[Start of Attachment]

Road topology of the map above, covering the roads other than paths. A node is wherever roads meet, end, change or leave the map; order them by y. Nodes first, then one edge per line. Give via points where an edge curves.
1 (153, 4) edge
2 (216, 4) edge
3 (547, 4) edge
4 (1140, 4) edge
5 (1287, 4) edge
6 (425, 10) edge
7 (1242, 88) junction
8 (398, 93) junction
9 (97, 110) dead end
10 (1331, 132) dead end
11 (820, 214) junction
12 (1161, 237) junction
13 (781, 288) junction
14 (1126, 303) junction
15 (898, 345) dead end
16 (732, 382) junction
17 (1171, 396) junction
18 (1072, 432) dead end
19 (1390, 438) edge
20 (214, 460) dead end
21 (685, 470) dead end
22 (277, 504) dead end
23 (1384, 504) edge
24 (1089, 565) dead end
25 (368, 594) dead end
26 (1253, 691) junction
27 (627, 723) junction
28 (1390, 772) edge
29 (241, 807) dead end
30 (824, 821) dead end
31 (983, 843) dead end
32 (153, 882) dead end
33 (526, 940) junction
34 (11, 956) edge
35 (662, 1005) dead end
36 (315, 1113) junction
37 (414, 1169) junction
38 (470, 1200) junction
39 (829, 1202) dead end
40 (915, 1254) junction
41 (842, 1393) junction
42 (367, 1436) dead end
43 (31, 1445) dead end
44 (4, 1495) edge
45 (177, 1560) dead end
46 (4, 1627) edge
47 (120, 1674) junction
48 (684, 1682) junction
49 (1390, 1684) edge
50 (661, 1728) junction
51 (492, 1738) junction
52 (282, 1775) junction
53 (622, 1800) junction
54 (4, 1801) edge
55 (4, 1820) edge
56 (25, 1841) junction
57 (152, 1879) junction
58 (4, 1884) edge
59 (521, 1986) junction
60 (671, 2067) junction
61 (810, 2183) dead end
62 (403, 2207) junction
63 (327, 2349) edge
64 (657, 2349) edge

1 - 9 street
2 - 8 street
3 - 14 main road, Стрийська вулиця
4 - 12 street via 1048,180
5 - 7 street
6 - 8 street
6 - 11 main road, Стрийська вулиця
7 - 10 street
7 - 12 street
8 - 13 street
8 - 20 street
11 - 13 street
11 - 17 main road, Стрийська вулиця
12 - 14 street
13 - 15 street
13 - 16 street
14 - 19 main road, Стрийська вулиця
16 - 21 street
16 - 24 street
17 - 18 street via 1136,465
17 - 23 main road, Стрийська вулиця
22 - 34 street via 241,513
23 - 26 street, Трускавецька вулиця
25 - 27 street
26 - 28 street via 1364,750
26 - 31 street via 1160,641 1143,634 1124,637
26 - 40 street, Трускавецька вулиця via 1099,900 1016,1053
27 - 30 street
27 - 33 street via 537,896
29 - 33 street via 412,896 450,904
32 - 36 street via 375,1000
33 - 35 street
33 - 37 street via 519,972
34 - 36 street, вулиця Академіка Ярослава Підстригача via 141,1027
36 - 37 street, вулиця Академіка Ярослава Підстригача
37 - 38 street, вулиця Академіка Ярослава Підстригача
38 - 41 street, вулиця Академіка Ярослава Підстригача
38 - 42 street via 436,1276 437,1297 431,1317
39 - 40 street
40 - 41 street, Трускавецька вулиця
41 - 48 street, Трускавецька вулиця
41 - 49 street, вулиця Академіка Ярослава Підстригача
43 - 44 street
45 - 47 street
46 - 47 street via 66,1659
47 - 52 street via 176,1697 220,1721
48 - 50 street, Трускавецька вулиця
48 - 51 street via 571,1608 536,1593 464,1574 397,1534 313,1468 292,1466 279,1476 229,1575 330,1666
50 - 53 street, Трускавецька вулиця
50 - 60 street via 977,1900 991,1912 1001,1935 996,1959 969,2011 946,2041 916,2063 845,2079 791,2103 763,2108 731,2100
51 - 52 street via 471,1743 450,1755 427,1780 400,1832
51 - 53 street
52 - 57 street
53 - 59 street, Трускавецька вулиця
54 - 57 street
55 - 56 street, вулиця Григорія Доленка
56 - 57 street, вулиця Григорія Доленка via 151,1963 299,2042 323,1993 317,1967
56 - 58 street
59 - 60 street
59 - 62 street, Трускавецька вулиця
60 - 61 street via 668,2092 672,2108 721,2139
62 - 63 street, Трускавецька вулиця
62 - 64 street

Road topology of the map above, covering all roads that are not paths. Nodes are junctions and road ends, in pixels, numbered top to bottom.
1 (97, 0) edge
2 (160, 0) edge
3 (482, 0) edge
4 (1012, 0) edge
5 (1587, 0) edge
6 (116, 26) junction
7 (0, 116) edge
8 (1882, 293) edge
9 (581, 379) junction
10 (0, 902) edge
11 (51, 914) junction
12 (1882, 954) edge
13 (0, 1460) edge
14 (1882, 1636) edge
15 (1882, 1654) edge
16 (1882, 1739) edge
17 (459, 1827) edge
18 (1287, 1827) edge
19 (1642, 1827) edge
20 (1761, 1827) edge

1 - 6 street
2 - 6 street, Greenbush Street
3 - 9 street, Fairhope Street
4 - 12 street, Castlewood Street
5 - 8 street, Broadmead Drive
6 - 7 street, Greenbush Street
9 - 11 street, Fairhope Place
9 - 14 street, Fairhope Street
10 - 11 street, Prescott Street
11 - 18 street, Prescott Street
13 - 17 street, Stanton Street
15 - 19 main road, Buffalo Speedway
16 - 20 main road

[End of Attachment]

(What is expected):
Copy all the records above precisely.

(Output for this exercise):
Road topology of the map above, covering the roads other than paths. A node is wherever roads meet, end, change or leave the map; order them by y. Nodes first, then one edge per line. Give via points where an edge curves.
1 (153, 4) edge
2 (216, 4) edge
3 (547, 4) edge
4 (1140, 4) edge
5 (1287, 4) edge
6 (425, 10) edge
7 (1242, 88) junction
8 (398, 93) junction
9 (97, 110) dead end
10 (1331, 132) dead end
11 (820, 214) junction
12 (1161, 237) junction
13 (781, 288) junction
14 (1126, 303) junction
15 (898, 345) dead end
16 (732, 382) junction
17 (1171, 396) junction
18 (1072, 432) dead end
19 (1390, 438) edge
20 (214, 460) dead end
21 (685, 470) dead end
22 (277, 504) dead end
23 (1384, 504) edge
24 (1089, 565) dead end
25 (368, 594) dead end
26 (1253, 691) junction
27 (627, 723) junction
28 (1390, 772) edge
29 (241, 807) dead end
30 (824, 821) dead end
31 (983, 843) dead end
32 (153, 882) dead end
33 (526, 940) junction
34 (11, 956) edge
35 (662, 1005) dead end
36 (315, 1113) junction
37 (414, 1169) junction
38 (470, 1200) junction
39 (829, 1202) dead end
40 (915, 1254) junction
41 (842, 1393) junction
42 (367, 1436) dead end
43 (31, 1445) dead end
44 (4, 1495) edge
45 (177, 1560) dead end
46 (4, 1627) edge
47 (120, 1674) junction
48 (684, 1682) junction
49 (1390, 1684) edge
50 (661, 1728) junction
51 (492, 1738) junction
52 (282, 1775) junction
53 (622, 1800) junction
54 (4, 1801) edge
55 (4, 1820) edge
56 (25, 1841) junction
57 (152, 1879) junction
58 (4, 1884) edge
59 (521, 1986) junction
60 (671, 2067) junction
61 (810, 2183) dead end
62 (403, 2207) junction
63 (327, 2349) edge
64 (657, 2349) edge

1 - 9 street
2 - 8 street
3 - 14 main road, Стрийська вулиця
4 - 12 street via 1048,180
5 - 7 street
6 - 8 street
6 - 11 main road, Стрийська вулиця
7 - 10 street
7 - 12 street
8 - 13 street
8 - 20 street
11 - 13 street
11 - 17 main road, Стрийська вулиця
12 - 14 street
13 - 15 street
13 - 16 street
14 - 19 main road, Стрийська вулиця
16 - 21 street
16 - 24 street
17 - 18 street via 1136,465
17 - 23 main road, Стрийська вулиця
22 - 34 street via 241,513
23 - 26 street, Трускавецька вулиця
25 - 27 street
26 - 28 street via 1364,750
26 - 31 street via 1160,641 1143,634 1124,637
26 - 40 street, Трускавецька вулиця via 1099,900 1016,1053
27 - 30 street
27 - 33 street via 537,896
29 - 33 street via 412,896 450,904
32 - 36 street via 375,1000
33 - 35 street
33 - 37 street via 519,972
34 - 36 street, вулиця Академіка Ярослава Підстригача via 141,1027
36 - 37 street, вулиця Академіка Ярослава Підстригача
37 - 38 street, вулиця Академіка Ярослава Підстригача
38 - 41 street, вулиця Академіка Ярослава Підстригача
38 - 42 street via 436,1276 437,1297 431,1317
39 - 40 street
40 - 41 street, Трускавецька вулиця
41 - 48 street, Трускавецька вулиця
41 - 49 street, вулиця Академіка Ярослава Підстригача
43 - 44 street
45 - 47 street
46 - 47 street via 66,1659
47 - 52 street via 176,1697 220,1721
48 - 50 street, Трускавецька вулиця
48 - 51 street via 571,1608 536,1593 464,1574 397,1534 313,1468 292,1466 279,1476 229,1575 330,1666
50 - 53 street, Трускавецька вулиця
50 - 60 street via 977,1900 991,1912 1001,1935 996,1959 969,2011 946,2041 916,2063 845,2079 791,2103 763,2108 731,2100
51 - 52 street via 471,1743 450,1755 427,1780 400,1832
51 - 53 street
52 - 57 street
53 - 59 street, Трускавецька вулиця
54 - 57 street
55 - 56 street, вулиця Григорія Доленка
56 - 57 street, вулиця Григорія Доленка via 151,1963 299,2042 323,1993 317,1967
56 - 58 street
59 - 60 street
59 - 62 street, Трускавецька вулиця
60 - 61 street via 668,2092 672,2108 721,2139
62 - 63 street, Трускавецька вулиця
62 - 64 street

Road topology of the map above, covering all roads that are not paths. Nodes are junctions and road ends, in pixels, numbered top to bottom.
1 (97, 0) edge
2 (160, 0) edge
3 (482, 0) edge
4 (1012, 0) edge
5 (1587, 0) edge
6 (116, 26) junction
7 (0, 116) edge
8 (1882, 293) edge
9 (581, 379) junction
10 (0, 902) edge
11 (51, 914) junction
12 (1882, 954) edge
13 (0, 1460) edge
14 (1882, 1636) edge
15 (1882, 1654) edge
16 (1882, 1739) edge
17 (459, 1827) edge
18 (1287, 1827) edge
19 (1642, 1827) edge
20 (1761, 1827) edge

1 - 6 street
2 - 6 street, Greenbush Street
3 - 9 street, Fairhope Street
4 - 12 street, Castlewood Street
5 - 8 street, Broadmead Drive
6 - 7 street, Greenbush Street
9 - 11 street, Fairhope Place
9 - 14 street, Fairhope Street
10 - 11 street, Prescott Street
11 - 18 street, Prescott Street
13 - 17 street, Stanton Street
15 - 19 main road, Buffalo Speedway
16 - 20 main road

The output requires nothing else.